### [DATA RECORDS]
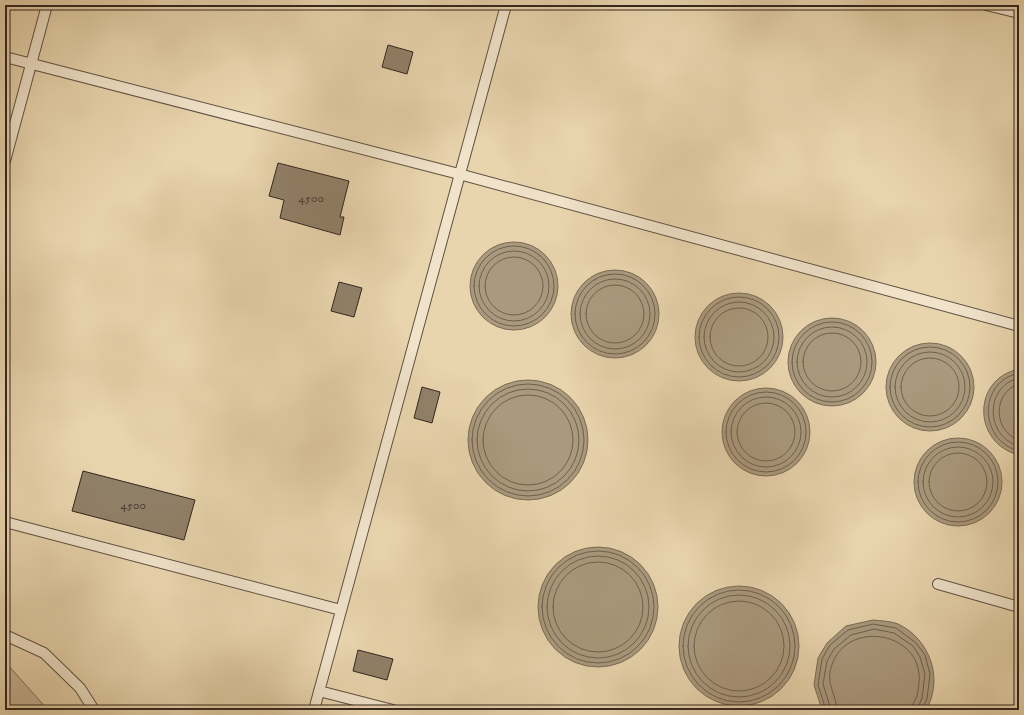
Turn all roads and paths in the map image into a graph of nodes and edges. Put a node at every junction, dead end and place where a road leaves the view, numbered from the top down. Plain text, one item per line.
1 (47, 5) edge
2 (506, 5) edge
3 (986, 5) edge
4 (1019, 13) edge
5 (5, 57) edge
6 (31, 65) junction
7 (5, 161) edge
8 (459, 174) junction
9 (1019, 326) edge
10 (5, 522) edge
11 (938, 584) dead end
12 (1019, 607) edge
13 (341, 610) junction
14 (5, 635) edge
15 (319, 691) junction
16 (94, 710) edge
17 (314, 710) edge
18 (393, 710) edge

1 - 6 lane
2 - 8 lane
3 - 4 lane
5 - 6 lane
6 - 7 lane
6 - 8 lane
8 - 9 lane
8 - 13 lane
10 - 13 lane
11 - 12 lane
13 - 15 lane
14 - 16 lane
15 - 17 lane
15 - 18 lane

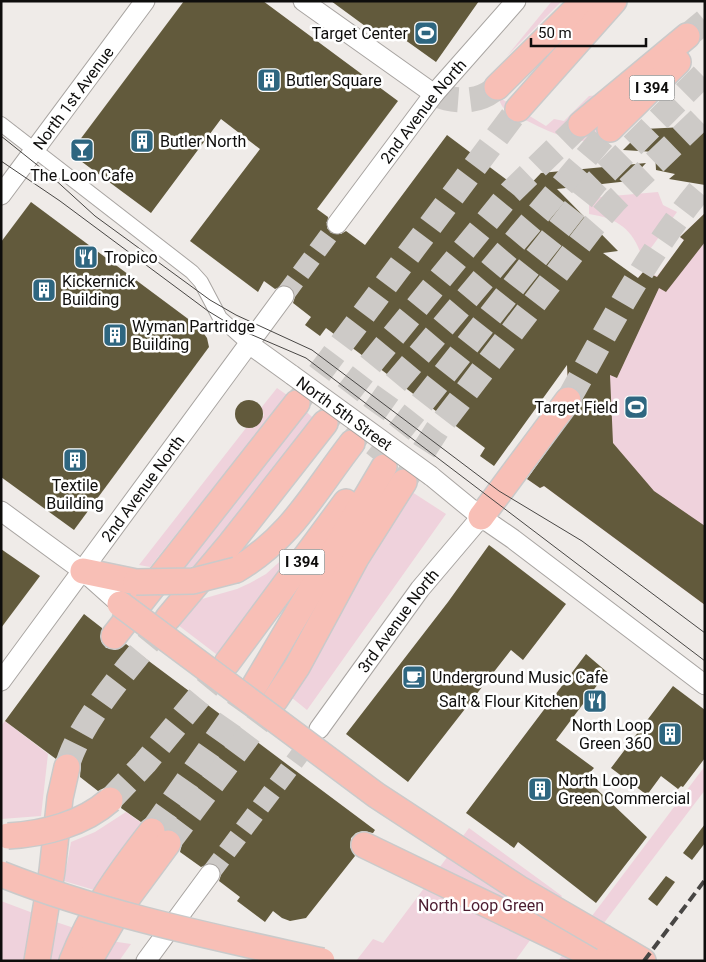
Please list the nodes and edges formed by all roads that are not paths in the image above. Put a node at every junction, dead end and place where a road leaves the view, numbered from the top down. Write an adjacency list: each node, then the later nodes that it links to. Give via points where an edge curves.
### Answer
1 (145, 1): 12 (street, North 1st Avenue)
2 (303, 1): 7 (street)
3 (516, 1): 7 (street, 2nd Avenue North)
4 (584, 1): 6 (highway)
5 (614, 1): 8 (highway)
6 (497, 87)
7 (434, 94): 14 (street, 2nd Avenue North)
8 (518, 109)
9 (1, 124): 12 (street, North 5th Street)
10 (581, 124): 11 (highway, I 394, via 691,41)
11 (610, 129)
12 (34, 150): 13 (street, North 1st Avenue); 16 (street, North 5th Street, via 192,272 220,318)
13 (1, 194)
14 (338, 224)
15 (284, 296): 16 (street, 2nd Avenue North)
16 (249, 344): 23 (street, North 5th Street, bridge, via 431,476); 24 (street, 2nd Avenue North)
17 (568, 400): 23 (highway)
18 (297, 403): 27 (highway)
19 (325, 423): 26 (highway)
20 (352, 443): 24 (highway, I 394, bridge, via 286,532 262,554 236,570 193,581 136,582)
21 (404, 482): 32 (highway, via 356,558 297,667)
22 (1, 511): 24 (street)
23 (481, 517): 31 (street, North 5th Street); 33 (street, 3rd Avenue North, via 420,588)
24 (91, 578): 25 (street); 29 (street, 2nd Avenue North)
25 (120, 604): 46 (highway, bridge, via 376,795 518,888)
26 (168, 618)
27 (114, 636)
28 (227, 663): 30 (highway, I 394, via 380,464)
29 (1, 682)
30 (255, 685)
31 (705, 685)
32 (275, 700)
33 (319, 729)
34 (66, 767): 40 (highway)
35 (110, 800): 36 (highway, bridge, via 74,822 43,832)
36 (5, 836)
37 (364, 845): 45 (highway)
38 (1, 874): 44 (highway, bridge, via 62,897 127,915)
39 (210, 874): 43 (street)
40 (37, 961)
41 (72, 961): 42 (highway, via 83,933 116,877 160,837)
42 (89, 961)
43 (146, 961)
44 (322, 961)
45 (604, 961)
46 (643, 961)

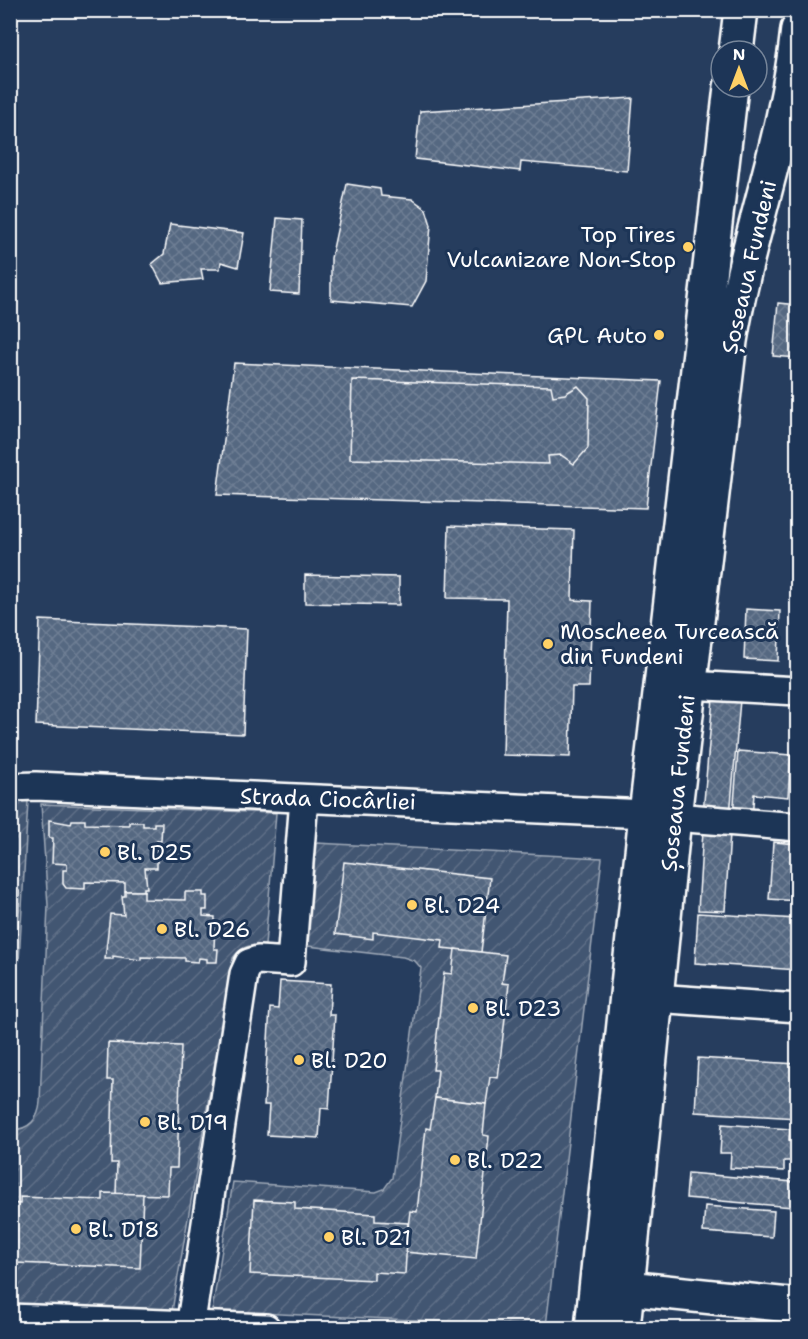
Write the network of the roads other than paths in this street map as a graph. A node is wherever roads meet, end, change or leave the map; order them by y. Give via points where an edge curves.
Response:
1 (741, 10) edge
2 (798, 29) edge
3 (737, 39) edge
4 (730, 99) edge
5 (675, 684) junction
6 (798, 691) edge
7 (10, 787) edge
8 (304, 799) junction
9 (660, 815) junction
10 (798, 827) edge
11 (655, 998) junction
12 (798, 1008) edge
13 (612, 1286) junction
14 (798, 1306) edge
15 (10, 1318) edge
16 (190, 1327) edge
17 (266, 1329) edge
18 (592, 1329) edge
19 (622, 1329) edge

1 - 3 main road
2 - 5 main road, Șoseaua Fundeni via 783,119 734,317
4 - 5 main road, Șoseaua Fundeni
5 - 6 street
5 - 9 main road, Șoseaua Fundeni
7 - 8 street, Strada Ciocârliei
8 - 9 street, Strada Ciocârliei
8 - 16 street via 291,962 258,960 249,963 244,974
9 - 10 street, Strada Ciocârliei
9 - 11 main road, Șoseaua Fundeni
9 - 13 main road, Șoseaua Fundeni
11 - 12 street
11 - 13 main road, Șoseaua Fundeni
13 - 14 main road
13 - 18 main road, Șoseaua Fundeni
13 - 19 main road, Șoseaua Fundeni
15 - 16 street
16 - 17 street

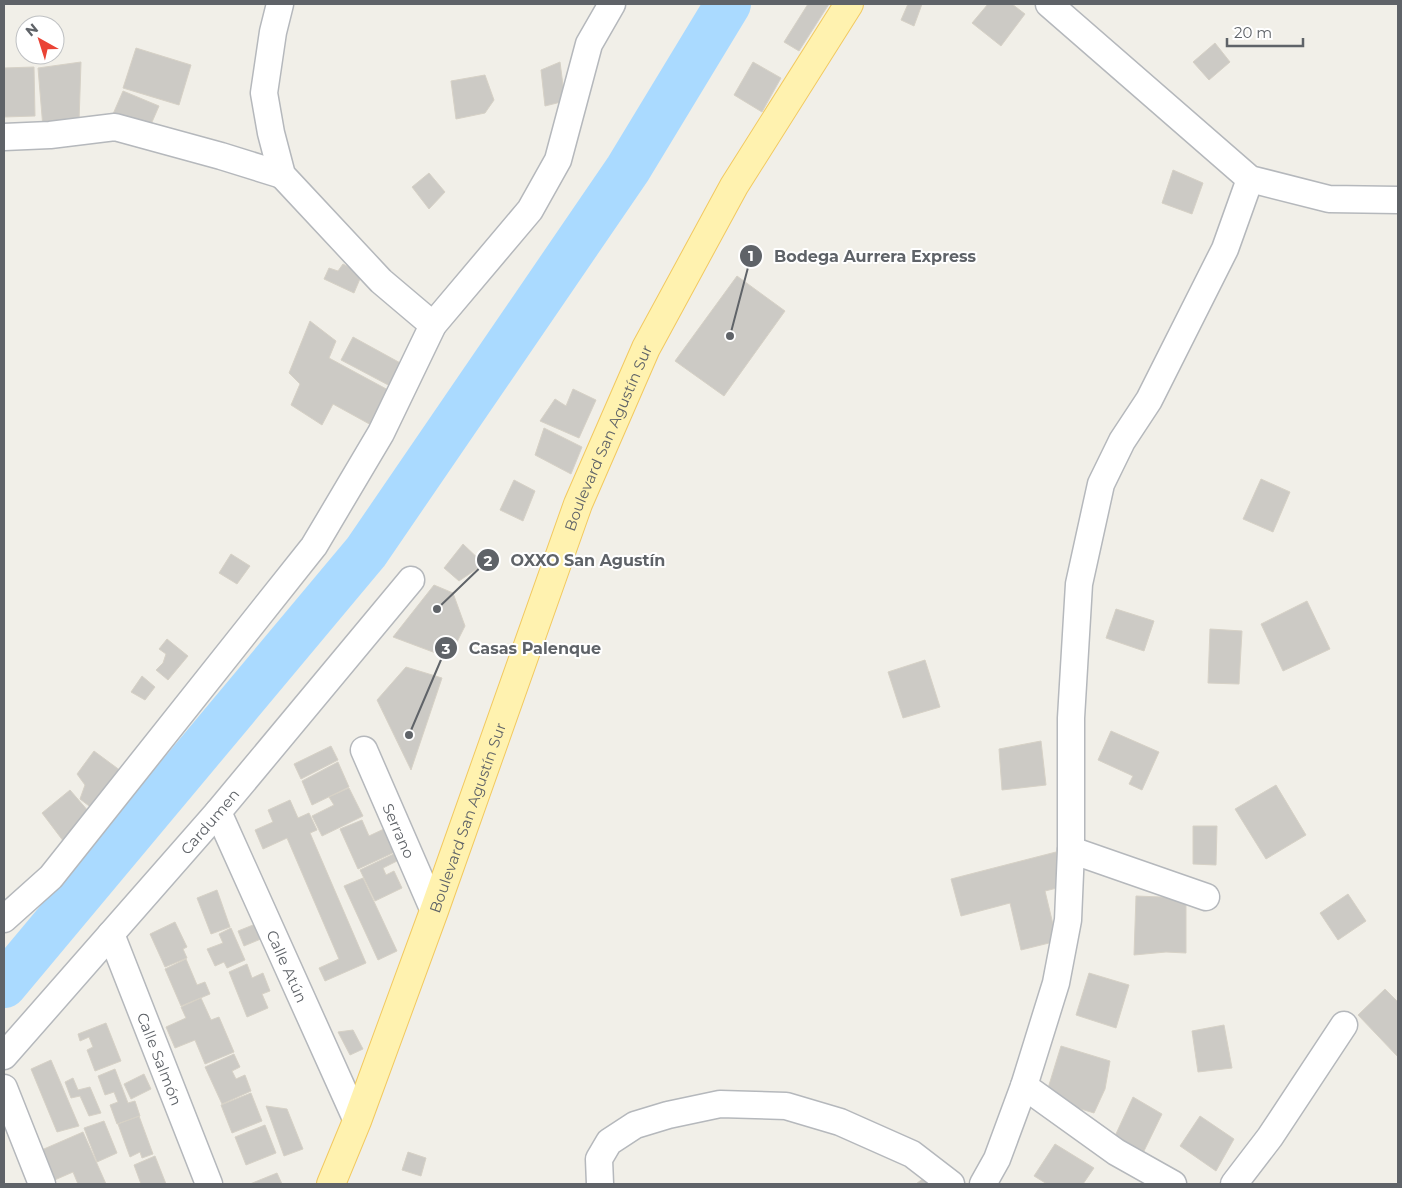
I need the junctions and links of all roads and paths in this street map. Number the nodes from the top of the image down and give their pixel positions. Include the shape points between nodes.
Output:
1 (280, 4) edge
2 (612, 4) edge
3 (849, 4) edge
4 (1049, 4) edge
5 (4, 137) edge
6 (282, 175) junction
7 (1250, 179) junction
8 (1398, 200) edge
9 (433, 326) junction
10 (411, 580) dead end
11 (364, 750) dead end
12 (218, 812) junction
13 (1071, 850) junction
14 (1206, 897) dead end
15 (434, 911) junction
16 (4, 919) edge
17 (111, 934) junction
18 (1344, 1025) dead end
19 (4, 1056) edge
20 (1024, 1086) junction
21 (4, 1088) edge
22 (357, 1121) junction
23 (42, 1184) edge
24 (208, 1184) edge
25 (331, 1184) edge
26 (600, 1184) edge
27 (951, 1184) edge
28 (983, 1184) edge
29 (1173, 1184) edge
30 (1234, 1184) edge

1 - 6 street via 264,93
2 - 9 street via 589,44 558,160 530,210
3 - 15 main road, Boulevard San Agustín Sur via 734,186 646,348 578,504
4 - 7 street
5 - 6 street via 115,127
6 - 9 street via 382,281
7 - 8 street via 1329,199
7 - 13 street via 1225,249 1149,400 1122,441 1101,484 1079,584 1071,718
9 - 16 street via 380,433 314,546 51,877
10 - 12 street, Cardumen
11 - 15 street, Serrano
12 - 17 street, Cardumen
12 - 22 street, Calle Atún
13 - 14 street
13 - 20 street via 1068,920 1056,983
15 - 22 main road, Boulevard San Agustín Sur
17 - 19 street, Cardumen
17 - 24 street, Calle Salmón
18 - 30 street via 1270,1137
20 - 28 street via 997,1159
20 - 29 street via 1116,1152
21 - 23 street
22 - 25 main road, Boulevard San Agustín Sur
26 - 27 street via 600,1159 609,1142 635,1125 720,1104 786,1106 840,1122 912,1154

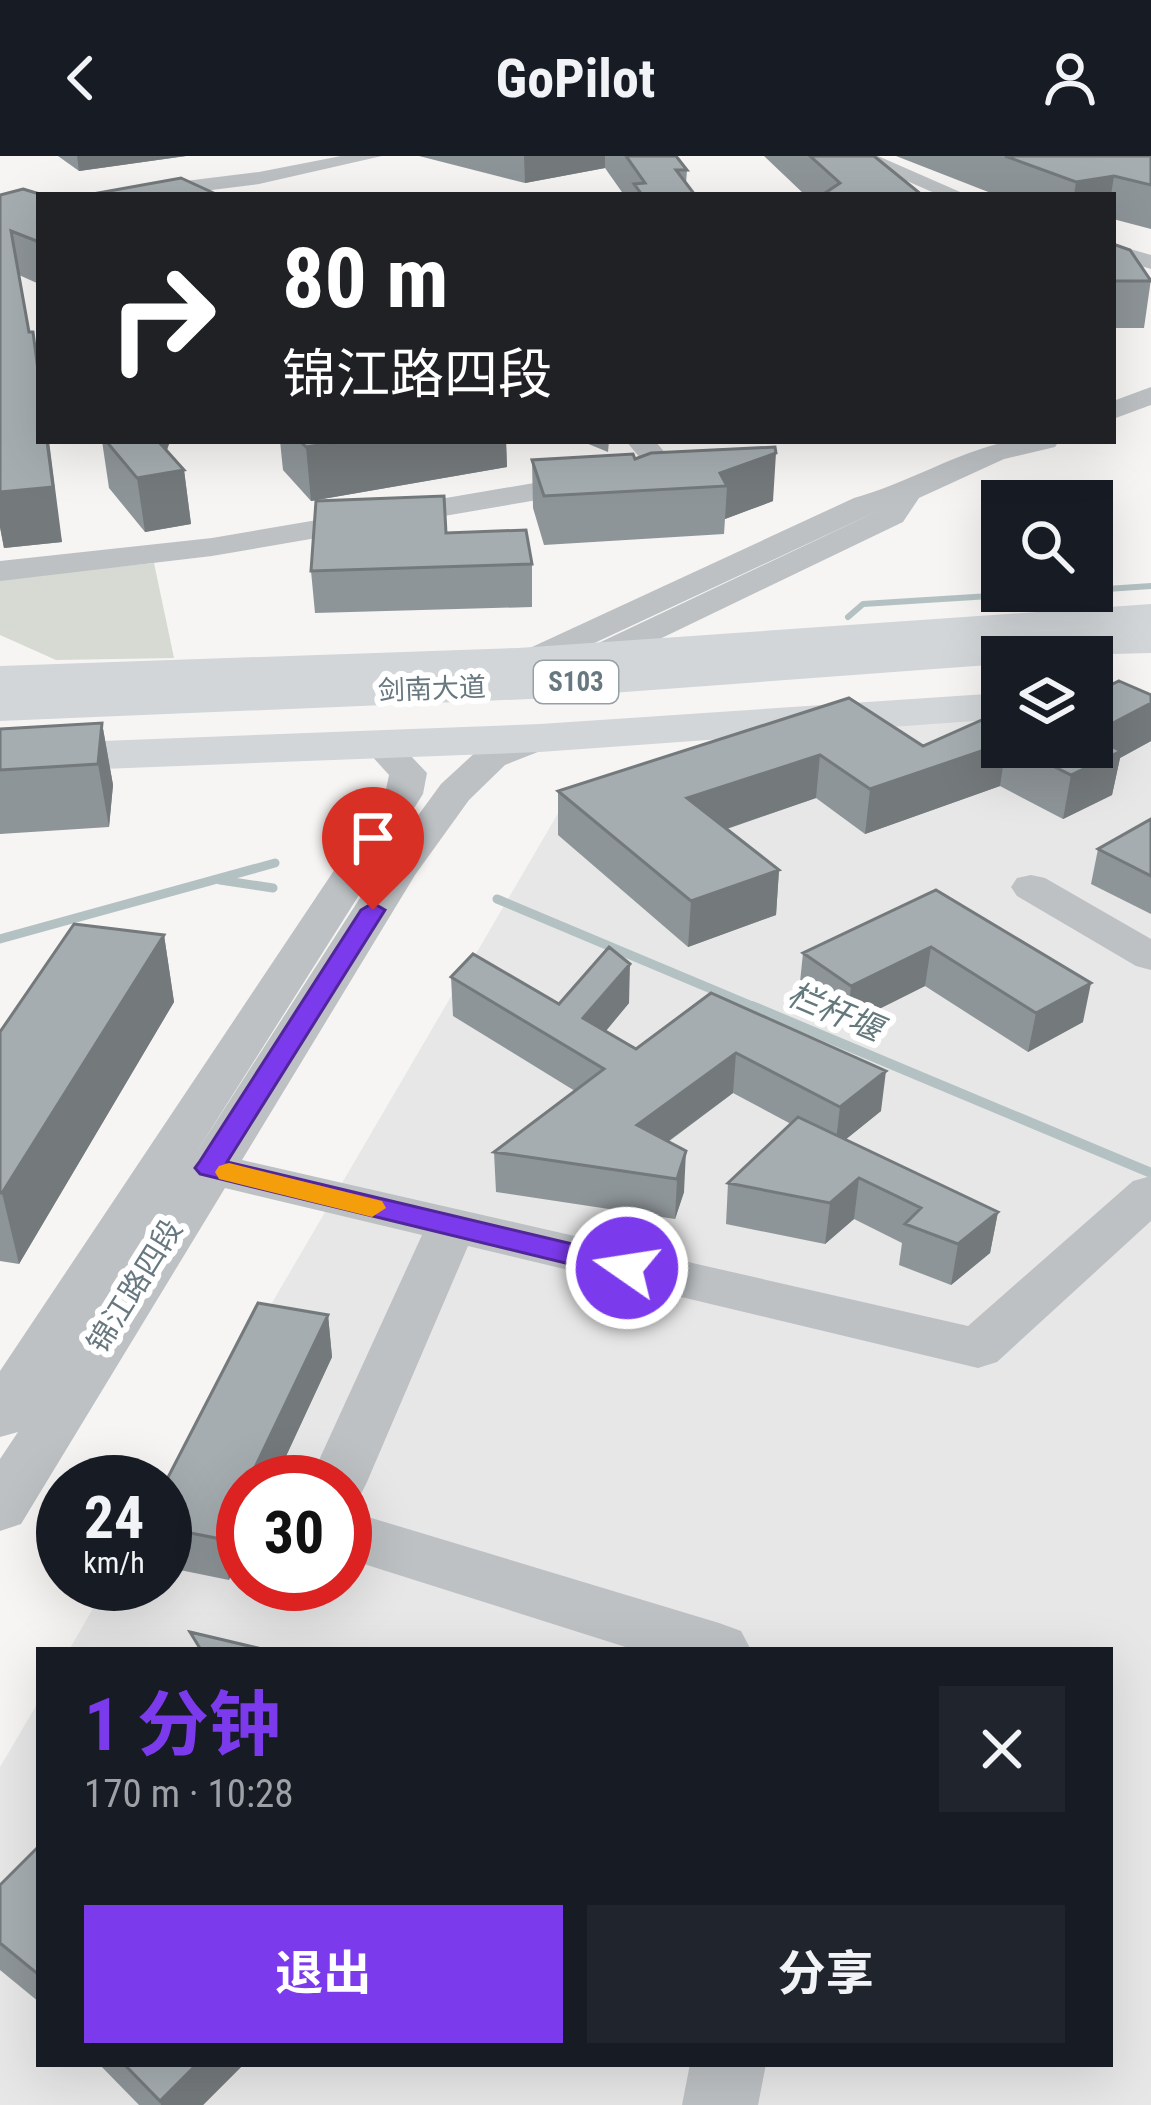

### [WHAT YOU WILL DO]
Your response must consist of the lines from the beginning of the data through the line containing "Please list the", transcribed exactly, with no pictures.

### [PROBLEM SOLUTION]
Turn all roads and paths in the map image into a graph of nodes and edges. Put a node at every junction, dead end and place where a road leaves the view, numbered from the top down. Plain text, one item per line.
1 (47, 5) edge
2 (506, 5) edge
3 (986, 5) edge
4 (1019, 13) edge
5 (5, 57) edge
6 (31, 65) junction
7 (5, 161) edge
8 (459, 174) junction
9 (1019, 326) edge
10 (5, 522) edge
11 (938, 584) dead end
12 (1019, 607) edge
13 (341, 610) junction
14 (5, 635) edge
15 (319, 691) junction
16 (94, 710) edge
17 (314, 710) edge
18 (393, 710) edge

1 - 6 lane
2 - 8 lane
3 - 4 lane
5 - 6 lane
6 - 7 lane
6 - 8 lane
8 - 9 lane
8 - 13 lane
10 - 13 lane
11 - 12 lane
13 - 15 lane
14 - 16 lane
15 - 17 lane
15 - 18 lane

Please list the nodes and edges formed by all roads that are not paths in the image above. Put a node at every junction, dead end and place where a road leaves the view, numbered from the top down. Write an adjacency list: each node, then the later nodes that it links to. Give via points where an edge curves.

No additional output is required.